Stewart deserves credit–not just for the interview, which was earnest and sincere, but also for understanding slightly more about conservatism than the average journalist (or comedian). In particular, what Stewart gets is that the Tea Party did not begin with Obama, and that Republican consultants in a pre-new media age used “anger points” in an effort to manipulate conservative voters, while growing big government when in power.
What Stewart does not understand is that conservatism is not only a rational philosophy but an optimistic one. He also does not understand certain things about his own liberalism–how its theory clashes with its results, how its self-professed commitment to social responsibility is almost never observed in practice, how it is resistant to evidence and science when those facts clash with its own utopian thirst for greater control.
Krauthammer does a good job of breaking through, though he misses an opportunity to present a stronger defense. Conservatism is not just concerned with fiscal reality, but with the philosophical challenge that the state presents to individual liberty.

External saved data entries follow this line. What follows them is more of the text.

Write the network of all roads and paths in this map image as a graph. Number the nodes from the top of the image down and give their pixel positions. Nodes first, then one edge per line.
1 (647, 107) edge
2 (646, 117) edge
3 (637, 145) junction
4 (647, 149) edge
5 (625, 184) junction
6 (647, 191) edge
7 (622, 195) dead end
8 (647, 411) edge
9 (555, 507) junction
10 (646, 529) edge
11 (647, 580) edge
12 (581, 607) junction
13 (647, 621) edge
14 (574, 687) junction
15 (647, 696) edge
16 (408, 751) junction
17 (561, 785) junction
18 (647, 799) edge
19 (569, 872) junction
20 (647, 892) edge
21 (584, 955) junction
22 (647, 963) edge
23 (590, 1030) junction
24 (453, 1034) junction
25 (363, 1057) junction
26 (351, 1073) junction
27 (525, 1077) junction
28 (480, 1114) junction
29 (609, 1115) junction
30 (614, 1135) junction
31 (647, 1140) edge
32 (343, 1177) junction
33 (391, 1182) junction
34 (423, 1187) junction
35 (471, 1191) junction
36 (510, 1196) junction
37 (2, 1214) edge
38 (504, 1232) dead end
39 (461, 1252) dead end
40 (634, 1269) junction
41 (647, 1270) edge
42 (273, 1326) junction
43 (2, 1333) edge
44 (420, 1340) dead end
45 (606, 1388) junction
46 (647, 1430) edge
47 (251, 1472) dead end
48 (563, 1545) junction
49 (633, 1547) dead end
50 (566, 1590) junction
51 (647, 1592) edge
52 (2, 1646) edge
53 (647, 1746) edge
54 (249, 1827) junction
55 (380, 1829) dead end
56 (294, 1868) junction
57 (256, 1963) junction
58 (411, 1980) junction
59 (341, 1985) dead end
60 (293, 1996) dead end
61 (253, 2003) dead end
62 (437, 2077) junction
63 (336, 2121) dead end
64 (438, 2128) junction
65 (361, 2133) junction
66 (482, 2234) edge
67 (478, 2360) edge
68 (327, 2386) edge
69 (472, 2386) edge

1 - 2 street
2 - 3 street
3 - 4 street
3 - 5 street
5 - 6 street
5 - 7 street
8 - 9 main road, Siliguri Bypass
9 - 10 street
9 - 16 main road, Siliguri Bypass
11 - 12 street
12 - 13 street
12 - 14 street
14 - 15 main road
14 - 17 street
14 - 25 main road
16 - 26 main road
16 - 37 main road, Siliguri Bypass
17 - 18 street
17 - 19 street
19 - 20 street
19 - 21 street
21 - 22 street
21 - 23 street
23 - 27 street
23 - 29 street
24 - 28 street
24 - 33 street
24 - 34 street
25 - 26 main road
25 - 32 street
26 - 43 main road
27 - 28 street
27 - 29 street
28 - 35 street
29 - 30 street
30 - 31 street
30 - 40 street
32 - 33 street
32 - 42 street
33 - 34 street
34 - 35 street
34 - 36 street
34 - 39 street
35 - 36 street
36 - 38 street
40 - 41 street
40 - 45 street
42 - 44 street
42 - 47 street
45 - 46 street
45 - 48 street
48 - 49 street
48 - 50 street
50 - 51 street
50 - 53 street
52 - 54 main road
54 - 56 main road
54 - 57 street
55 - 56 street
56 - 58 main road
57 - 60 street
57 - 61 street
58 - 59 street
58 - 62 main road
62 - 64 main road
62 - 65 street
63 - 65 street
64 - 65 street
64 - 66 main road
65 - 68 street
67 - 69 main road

Opposition to Obamacare is not just based on fear of what a trillion-dollar entitlement will do to the national debt, but what cradle-to-grave statism will do to individual character.
In addition, Krauthammer’s contention that conservatism accepts the New Deal is not entirely accurate–and it certainly does not accept the welfare state as a great “success.” In fact, conservatism sees much of the welfare state as a failure–and does so on the evidence. That was true of the criticism of the Great Society in the 1990s just as it was true of Reagan’s criticism of the New Deal in the 1960s, which set the stage for his presidency.
Politically, yes–conservatism accepts much of the New Deal as an institutional reality, one to be reformed and improved rather than done away with entirely. But philosophically it is ambivalent, at best, about that era and its “achievements.” That is where Stewart’s suspicions are, to some degree, well-founded. And Ted Cruz–or what he represents–is more important to today’s conservatism than Krauthammer was willing to admit.
But Stewart is far off the mark in his beliefs about what motivates Cruz and the Tea Party, seeing them as a sort of Frankenstein monster that escaped the laboratory. From the perspective of this country’s Founders and the principles they established, it is contemporary left-liberalism that is the monstrosity–the application of a crude principle of leveling at the expense of liberty, which in the end creates neither equality nor freedom.
Ultimately what Stewart resents about conservatism is that it is “too easy,” that it allows people to evade a moral burden that he believes we should all bear. That is a very telling description, because it reveals that it is liberalism, not conservatism, that sees society in grim terms and demands moral strictures on individual conscience. The response to that misconception must be more than a balance sheet. Still, worth the watch.